In the words of our good friend, Lee Corso (wink,wink)..."Not so fast, my friends"!

Today, we continue our series of position previews with a look at our tight ends. Let me tell you right now, they are as strong and ready to rock as they have ever been!


First, the bad news. Perhaps the single greatest name in college football has left the friendly confines of Happy Valley. Despite another year of eligibility, three year starter Jesse James has moved on to the greener ($$$) pastures of the NFL.

In April, the Pittsburgh native became the 5th round draft pick of, you guessed it, the Pittsburgh Steelers. And so, the legend of The Outlaw continues in the state of Pennsylvania, and we all wish him the best moving forward!


Returning in 2015 is a unit that could be destined to give headaches to any defense that tries to stifle it. You can stop one, but you simply cannot stop them all. In 2014, it seemed like they stopped themselves more often than not. Expect that to change drastically in year two of the James Franklin era.

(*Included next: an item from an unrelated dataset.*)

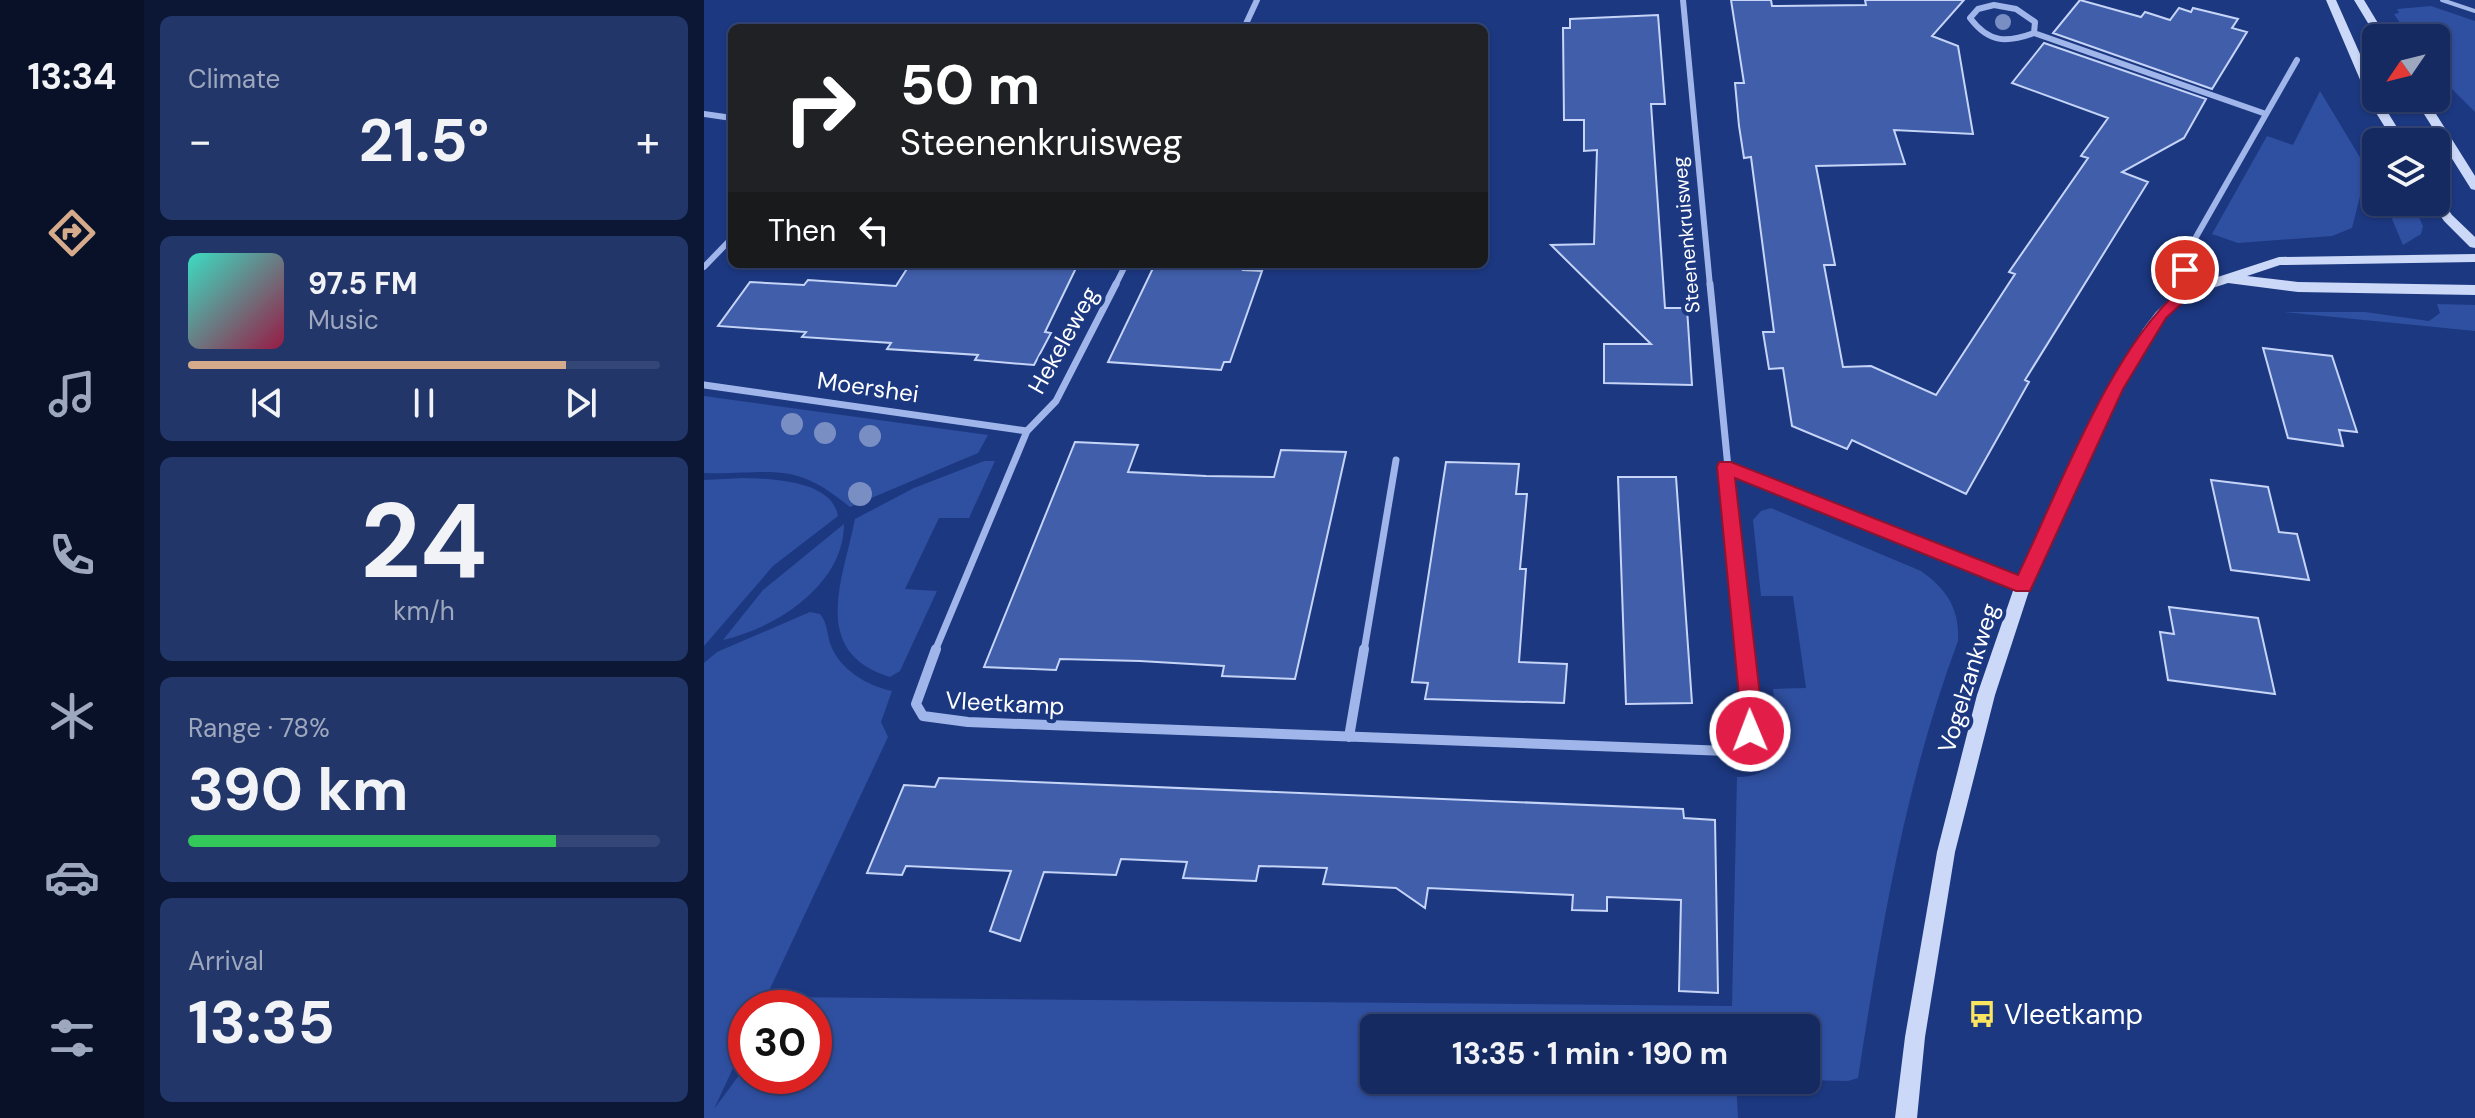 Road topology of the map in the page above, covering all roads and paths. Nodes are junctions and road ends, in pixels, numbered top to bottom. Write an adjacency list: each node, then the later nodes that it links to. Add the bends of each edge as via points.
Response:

Kyle Carter has a lot to prove heading into his final season as a Nittany Lion. The 2012 Big Ten Freshmen of the Year has seen his numbers decrease every year since. Some of that was by no fault of his own, but Carter is hell-bent on ending on a high note. His touchdown catch in overtime of the Pinstripe Bowl proves that there is plenty left to contribute. Look for a renewed dedication and focus from the last remaining member of the "SupaSix".

My pick for breakout player of the year, (not just for Penn State and the Big Ten but for all of college football), is none other than sophomore Mike Gesicki. Mike was forced into duty as a true freshman and performed admirably under the circumstances. The New Jersey native heads into this year taller, stronger, faster, and carries with him a ton of swagger. Already a team leader, I fully expect him to create match-up problems that will give opposing linebackers and defensive backs nightmares.

Gesicki was forced into play because of Adam Breneman’s injury. The redshirt sophomore opted to sit out in 2014 and let his reconstructed knee fully heal. By all accounts, Breneman is 100% and ready to pick up where he left off. The former 5-star recruit finished his freshman season with 3 touchdowns over the last 3 games. Adam is an enormous talent, with high character, who has already proven himself on and off the field. The reemergence of Adam Breneman in 2015 will definitely be a story to follow.

A name that may not be all too familiar, but one that has been in the program since the JoePa days, is that of Brent Wilkerson. Injuries and overall talent at this position have unfortunately kept Brent buried on the depth chart. During Big Ten Media Days, Anthony Zettel singled Wilkerson (along with Hackenberg) out as the two most competitive players on the team. Injury-free now for the past two years, expect to see him in the rotation and provide an adequate replacement should any of the others need relief.


Two names to remember, just in case, are those of Jonathan Holland and Nick Bowers. Both are members of the heralded Class of 2015, and come to Penn State as tight ends with tremendous upside. Unless we have a rash of injuries, do not expect to see either one on the field this season. A redshirt year under Dwight Galt's tutelage in the weight room, should put them both in position to make an impact down the road.


I am of firm belief (if you couldn't tell by the opening paragraph) that there is a common misperception going around the halls of Nittany Nation. The misperception being that with the departure of O'Brien, we were left with a void in the Tight End production. That is simply not true. Much like the other skill positions, it is difficult to gauge James Franklin's offensive vision solely based on what we saw during year one.

The Tight Ends were forced to stay at the line of scrimmage and provide help, as much as they could, to the boys in the trenches. Because of that, they rarely had the luxury of being able to take off and make plays downfield. With more depth and more options along the O-Line, this unit should be able to be used more for their athleticism and playmaking abilities, rather than just their blocking skills.

The trio of Carter, Gesicki, and Breneman will prove to be a triple threat that no defense will truly have an answer for. And that, my friends, you can take to the bank!